福禄寿 UV DAO
福禄寿 UV DAO|Mar 21, 2026 04:39
Trump is currently caught in a dilemma over military actions against Iran. He posted on Truth Social, stating that military objectives are nearly achieved and he’s considering a gradual de-escalation, while criticizing NATO as a 'paper tiger.' However, these remarks fail to hide his passive position: the original plan to quickly strike and destroy Iran’s core capabilities while controlling oil prices has now turned into a war of attrition. Oil prices have surged, driving up U.S. inflation, forcing the Fed to maintain high interest rates, narrowing rate-cut expectations, and even raising the possibility of rate hikes.
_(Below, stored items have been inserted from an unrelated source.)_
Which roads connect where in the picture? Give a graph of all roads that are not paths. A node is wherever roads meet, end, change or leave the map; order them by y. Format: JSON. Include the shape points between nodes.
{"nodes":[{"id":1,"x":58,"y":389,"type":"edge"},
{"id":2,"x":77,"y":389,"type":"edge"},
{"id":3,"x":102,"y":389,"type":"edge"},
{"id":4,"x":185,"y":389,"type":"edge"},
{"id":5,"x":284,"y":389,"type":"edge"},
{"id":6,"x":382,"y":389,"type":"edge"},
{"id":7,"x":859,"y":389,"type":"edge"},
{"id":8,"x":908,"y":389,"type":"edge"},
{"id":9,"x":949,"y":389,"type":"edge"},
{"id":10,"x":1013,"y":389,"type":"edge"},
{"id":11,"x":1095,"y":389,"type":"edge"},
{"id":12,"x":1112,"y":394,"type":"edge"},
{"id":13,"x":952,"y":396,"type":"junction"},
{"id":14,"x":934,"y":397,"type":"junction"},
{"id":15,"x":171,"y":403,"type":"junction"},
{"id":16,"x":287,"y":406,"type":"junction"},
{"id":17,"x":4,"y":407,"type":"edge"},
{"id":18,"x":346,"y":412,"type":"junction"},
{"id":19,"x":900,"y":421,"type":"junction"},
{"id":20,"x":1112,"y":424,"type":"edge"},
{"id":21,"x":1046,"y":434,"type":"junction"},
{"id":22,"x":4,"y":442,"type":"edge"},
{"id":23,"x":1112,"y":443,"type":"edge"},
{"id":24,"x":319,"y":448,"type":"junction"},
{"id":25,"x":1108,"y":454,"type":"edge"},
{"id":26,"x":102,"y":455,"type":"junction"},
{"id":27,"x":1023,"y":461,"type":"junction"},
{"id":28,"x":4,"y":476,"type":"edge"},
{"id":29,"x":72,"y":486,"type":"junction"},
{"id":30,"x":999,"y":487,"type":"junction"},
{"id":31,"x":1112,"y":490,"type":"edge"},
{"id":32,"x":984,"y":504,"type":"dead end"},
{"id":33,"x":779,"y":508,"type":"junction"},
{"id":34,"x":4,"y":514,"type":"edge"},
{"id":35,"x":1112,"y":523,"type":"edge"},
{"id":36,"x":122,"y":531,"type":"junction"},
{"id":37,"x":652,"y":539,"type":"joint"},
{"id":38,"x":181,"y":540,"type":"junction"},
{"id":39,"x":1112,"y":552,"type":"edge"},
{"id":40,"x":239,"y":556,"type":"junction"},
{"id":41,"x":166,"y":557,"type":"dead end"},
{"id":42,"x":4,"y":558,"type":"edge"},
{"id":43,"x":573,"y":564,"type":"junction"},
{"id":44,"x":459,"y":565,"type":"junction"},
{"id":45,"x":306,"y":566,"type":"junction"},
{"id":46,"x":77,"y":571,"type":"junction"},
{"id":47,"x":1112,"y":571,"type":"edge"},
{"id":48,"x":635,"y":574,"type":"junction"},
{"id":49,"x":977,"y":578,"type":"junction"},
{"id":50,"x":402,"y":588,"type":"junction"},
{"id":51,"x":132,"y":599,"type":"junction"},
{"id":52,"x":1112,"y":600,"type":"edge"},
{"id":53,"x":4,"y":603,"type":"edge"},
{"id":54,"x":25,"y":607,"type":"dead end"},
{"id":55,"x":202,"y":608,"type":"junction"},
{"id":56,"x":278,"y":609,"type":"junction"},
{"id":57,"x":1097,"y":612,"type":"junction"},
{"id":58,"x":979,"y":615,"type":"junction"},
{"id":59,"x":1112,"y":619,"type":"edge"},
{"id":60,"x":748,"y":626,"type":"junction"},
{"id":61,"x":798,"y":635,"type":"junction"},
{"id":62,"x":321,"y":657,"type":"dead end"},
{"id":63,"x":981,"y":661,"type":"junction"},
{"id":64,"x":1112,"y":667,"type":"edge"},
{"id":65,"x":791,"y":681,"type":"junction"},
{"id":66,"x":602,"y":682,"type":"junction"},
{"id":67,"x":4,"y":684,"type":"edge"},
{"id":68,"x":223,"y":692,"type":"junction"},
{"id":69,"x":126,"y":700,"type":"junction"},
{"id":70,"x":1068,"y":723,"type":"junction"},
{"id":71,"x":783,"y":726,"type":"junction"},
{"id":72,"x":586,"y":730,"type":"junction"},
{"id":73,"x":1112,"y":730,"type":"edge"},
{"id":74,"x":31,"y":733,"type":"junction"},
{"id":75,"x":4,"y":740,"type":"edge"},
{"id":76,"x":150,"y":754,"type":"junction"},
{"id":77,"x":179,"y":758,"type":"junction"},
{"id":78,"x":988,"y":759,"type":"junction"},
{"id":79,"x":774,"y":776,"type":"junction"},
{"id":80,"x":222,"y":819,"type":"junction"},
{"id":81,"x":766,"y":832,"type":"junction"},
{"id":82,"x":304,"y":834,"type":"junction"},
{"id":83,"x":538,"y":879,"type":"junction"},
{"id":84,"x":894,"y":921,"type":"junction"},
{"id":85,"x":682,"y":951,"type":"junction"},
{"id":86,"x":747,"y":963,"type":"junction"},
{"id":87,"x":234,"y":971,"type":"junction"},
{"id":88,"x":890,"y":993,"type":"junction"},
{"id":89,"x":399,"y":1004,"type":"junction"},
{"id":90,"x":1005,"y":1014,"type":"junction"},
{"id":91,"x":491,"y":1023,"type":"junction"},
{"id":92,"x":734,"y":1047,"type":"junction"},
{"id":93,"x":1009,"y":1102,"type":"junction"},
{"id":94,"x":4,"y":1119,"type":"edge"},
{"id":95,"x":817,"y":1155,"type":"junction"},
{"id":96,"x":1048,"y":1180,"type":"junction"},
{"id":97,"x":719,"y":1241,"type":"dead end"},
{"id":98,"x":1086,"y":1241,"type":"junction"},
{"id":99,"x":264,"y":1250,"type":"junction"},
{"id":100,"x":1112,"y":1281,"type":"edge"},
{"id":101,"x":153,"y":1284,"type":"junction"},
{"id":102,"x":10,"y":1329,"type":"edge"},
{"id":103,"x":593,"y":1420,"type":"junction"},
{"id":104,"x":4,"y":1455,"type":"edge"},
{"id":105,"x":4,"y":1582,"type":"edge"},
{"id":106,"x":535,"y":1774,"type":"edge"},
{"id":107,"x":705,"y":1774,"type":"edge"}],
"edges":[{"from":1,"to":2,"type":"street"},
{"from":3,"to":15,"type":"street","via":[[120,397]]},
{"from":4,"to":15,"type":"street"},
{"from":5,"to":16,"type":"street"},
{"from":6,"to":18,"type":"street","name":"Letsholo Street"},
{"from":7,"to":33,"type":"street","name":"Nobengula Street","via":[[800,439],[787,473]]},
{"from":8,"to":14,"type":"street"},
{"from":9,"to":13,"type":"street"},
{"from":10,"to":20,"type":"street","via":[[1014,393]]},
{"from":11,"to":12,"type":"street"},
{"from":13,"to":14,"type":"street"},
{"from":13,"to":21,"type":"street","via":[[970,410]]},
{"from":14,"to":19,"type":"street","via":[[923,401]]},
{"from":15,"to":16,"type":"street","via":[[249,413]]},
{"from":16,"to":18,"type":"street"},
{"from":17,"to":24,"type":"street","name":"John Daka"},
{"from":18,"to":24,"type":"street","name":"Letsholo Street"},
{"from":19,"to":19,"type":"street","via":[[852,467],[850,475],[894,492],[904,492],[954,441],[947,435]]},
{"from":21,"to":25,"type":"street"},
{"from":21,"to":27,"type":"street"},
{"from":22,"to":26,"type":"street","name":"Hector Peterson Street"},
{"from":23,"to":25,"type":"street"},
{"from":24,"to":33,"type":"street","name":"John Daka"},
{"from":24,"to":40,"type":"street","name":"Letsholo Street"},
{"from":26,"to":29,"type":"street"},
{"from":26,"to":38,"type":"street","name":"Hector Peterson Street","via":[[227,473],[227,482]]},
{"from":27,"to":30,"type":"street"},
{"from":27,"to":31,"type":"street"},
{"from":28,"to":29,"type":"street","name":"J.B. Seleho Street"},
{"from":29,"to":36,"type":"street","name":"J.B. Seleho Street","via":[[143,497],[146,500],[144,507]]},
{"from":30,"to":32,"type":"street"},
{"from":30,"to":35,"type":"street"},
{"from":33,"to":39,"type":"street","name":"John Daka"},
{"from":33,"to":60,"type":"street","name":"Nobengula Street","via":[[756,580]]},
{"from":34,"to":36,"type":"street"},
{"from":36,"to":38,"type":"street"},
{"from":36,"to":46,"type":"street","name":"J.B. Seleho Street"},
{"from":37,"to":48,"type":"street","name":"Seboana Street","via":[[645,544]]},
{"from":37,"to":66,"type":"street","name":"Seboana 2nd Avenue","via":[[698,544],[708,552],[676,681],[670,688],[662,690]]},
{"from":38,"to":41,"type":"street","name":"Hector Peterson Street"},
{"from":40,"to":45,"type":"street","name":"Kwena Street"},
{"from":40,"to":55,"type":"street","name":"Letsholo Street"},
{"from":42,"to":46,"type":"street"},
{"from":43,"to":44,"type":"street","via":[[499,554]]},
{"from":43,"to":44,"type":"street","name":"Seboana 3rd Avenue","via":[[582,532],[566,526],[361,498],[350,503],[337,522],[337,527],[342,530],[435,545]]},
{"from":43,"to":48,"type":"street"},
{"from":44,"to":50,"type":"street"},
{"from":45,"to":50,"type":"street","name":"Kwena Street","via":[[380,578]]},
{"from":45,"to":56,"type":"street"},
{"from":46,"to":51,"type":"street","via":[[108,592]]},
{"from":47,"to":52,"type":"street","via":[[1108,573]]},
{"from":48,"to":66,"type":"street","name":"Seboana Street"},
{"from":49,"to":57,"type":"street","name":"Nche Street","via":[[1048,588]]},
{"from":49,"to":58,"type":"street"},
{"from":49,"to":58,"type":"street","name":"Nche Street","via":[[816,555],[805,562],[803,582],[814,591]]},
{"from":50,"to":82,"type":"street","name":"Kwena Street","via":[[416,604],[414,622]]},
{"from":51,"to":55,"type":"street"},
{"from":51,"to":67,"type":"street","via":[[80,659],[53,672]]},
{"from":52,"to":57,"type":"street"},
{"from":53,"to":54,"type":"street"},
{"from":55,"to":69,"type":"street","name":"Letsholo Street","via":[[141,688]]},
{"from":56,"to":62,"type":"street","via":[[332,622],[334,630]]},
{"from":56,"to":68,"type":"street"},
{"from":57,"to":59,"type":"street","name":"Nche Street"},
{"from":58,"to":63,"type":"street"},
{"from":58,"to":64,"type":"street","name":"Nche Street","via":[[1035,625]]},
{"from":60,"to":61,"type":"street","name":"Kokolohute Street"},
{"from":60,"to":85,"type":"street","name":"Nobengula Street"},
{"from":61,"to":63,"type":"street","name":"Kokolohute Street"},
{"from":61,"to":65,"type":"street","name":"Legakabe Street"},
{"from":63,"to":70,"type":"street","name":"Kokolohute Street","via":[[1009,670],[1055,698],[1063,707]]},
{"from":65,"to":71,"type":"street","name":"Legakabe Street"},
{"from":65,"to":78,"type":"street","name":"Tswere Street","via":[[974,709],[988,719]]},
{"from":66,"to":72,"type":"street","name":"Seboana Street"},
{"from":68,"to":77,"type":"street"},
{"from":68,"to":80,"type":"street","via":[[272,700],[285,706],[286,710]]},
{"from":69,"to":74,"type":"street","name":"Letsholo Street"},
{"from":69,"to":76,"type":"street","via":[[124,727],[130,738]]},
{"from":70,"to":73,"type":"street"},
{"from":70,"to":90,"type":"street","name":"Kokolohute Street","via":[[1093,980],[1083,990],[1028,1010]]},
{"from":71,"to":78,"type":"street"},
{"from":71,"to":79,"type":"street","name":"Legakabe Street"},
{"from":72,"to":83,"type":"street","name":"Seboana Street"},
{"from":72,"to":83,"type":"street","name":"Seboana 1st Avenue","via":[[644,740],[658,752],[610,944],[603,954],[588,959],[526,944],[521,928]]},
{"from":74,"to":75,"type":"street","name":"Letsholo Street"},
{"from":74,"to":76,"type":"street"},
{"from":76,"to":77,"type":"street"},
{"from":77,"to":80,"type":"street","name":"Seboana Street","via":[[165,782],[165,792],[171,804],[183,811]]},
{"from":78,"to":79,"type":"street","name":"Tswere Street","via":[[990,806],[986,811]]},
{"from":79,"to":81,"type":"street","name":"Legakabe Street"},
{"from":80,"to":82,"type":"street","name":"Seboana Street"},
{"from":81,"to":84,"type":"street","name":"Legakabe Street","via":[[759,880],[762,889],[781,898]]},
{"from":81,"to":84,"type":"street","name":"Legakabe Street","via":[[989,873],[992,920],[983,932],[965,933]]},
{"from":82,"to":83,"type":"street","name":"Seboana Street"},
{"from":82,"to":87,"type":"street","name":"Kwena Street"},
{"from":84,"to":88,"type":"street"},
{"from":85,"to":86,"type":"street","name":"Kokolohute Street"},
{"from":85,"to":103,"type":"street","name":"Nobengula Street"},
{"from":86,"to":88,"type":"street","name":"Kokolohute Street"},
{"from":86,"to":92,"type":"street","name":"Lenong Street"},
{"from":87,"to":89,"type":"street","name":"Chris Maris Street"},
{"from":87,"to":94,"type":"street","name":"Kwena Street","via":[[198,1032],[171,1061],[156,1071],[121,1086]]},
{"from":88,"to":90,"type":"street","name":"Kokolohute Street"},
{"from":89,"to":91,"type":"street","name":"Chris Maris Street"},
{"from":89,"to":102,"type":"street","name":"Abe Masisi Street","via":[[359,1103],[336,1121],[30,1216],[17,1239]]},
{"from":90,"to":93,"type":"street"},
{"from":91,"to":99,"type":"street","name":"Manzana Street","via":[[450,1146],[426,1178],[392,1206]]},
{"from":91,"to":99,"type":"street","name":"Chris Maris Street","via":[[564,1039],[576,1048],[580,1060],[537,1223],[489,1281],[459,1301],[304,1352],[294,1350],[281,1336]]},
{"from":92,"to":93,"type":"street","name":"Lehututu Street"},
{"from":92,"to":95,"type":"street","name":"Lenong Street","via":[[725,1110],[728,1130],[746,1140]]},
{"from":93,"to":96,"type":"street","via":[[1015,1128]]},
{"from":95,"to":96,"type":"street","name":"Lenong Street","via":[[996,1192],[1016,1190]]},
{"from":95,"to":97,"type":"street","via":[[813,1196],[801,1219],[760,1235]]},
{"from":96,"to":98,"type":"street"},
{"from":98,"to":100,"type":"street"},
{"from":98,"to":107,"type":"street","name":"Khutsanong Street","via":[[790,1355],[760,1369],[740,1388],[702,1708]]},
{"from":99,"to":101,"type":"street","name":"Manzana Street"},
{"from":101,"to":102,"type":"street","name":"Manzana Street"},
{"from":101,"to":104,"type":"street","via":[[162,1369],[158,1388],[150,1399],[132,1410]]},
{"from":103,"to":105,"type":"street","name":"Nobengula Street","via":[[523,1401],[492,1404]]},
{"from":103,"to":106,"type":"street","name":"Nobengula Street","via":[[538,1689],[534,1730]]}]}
Gold and U.S. stocks have also come under pressure and dropped, completely derailing the goal of a swift victory. The key pain point now lies in the dilemma of advancing or retreating. If actions escalate, it could trigger a full-scale war, further driving up oil prices, worsening inflation, suppressing rate-cut expectations, and dragging down the stock market and gold prices. If he opts for de-escalation, he risks being labeled as weak, losing voter support, while facing dual pressures from allies shirking responsibility and domestic political divisions. The high inflation and falling asset prices would also remain unresolved. His so-called 'tactical de-escalation' is essentially a stop-loss choice made in a no-win situation. It’s neither a graceful exit nor a decisive victory. With inflation pressures persisting, rate-cut and rate-hike expectations fluctuating, and gold and U.S. stocks under pressure, the stalemate is likely to continue. In this scenario, $BTC managing to hold steady without dropping is already the best outcome.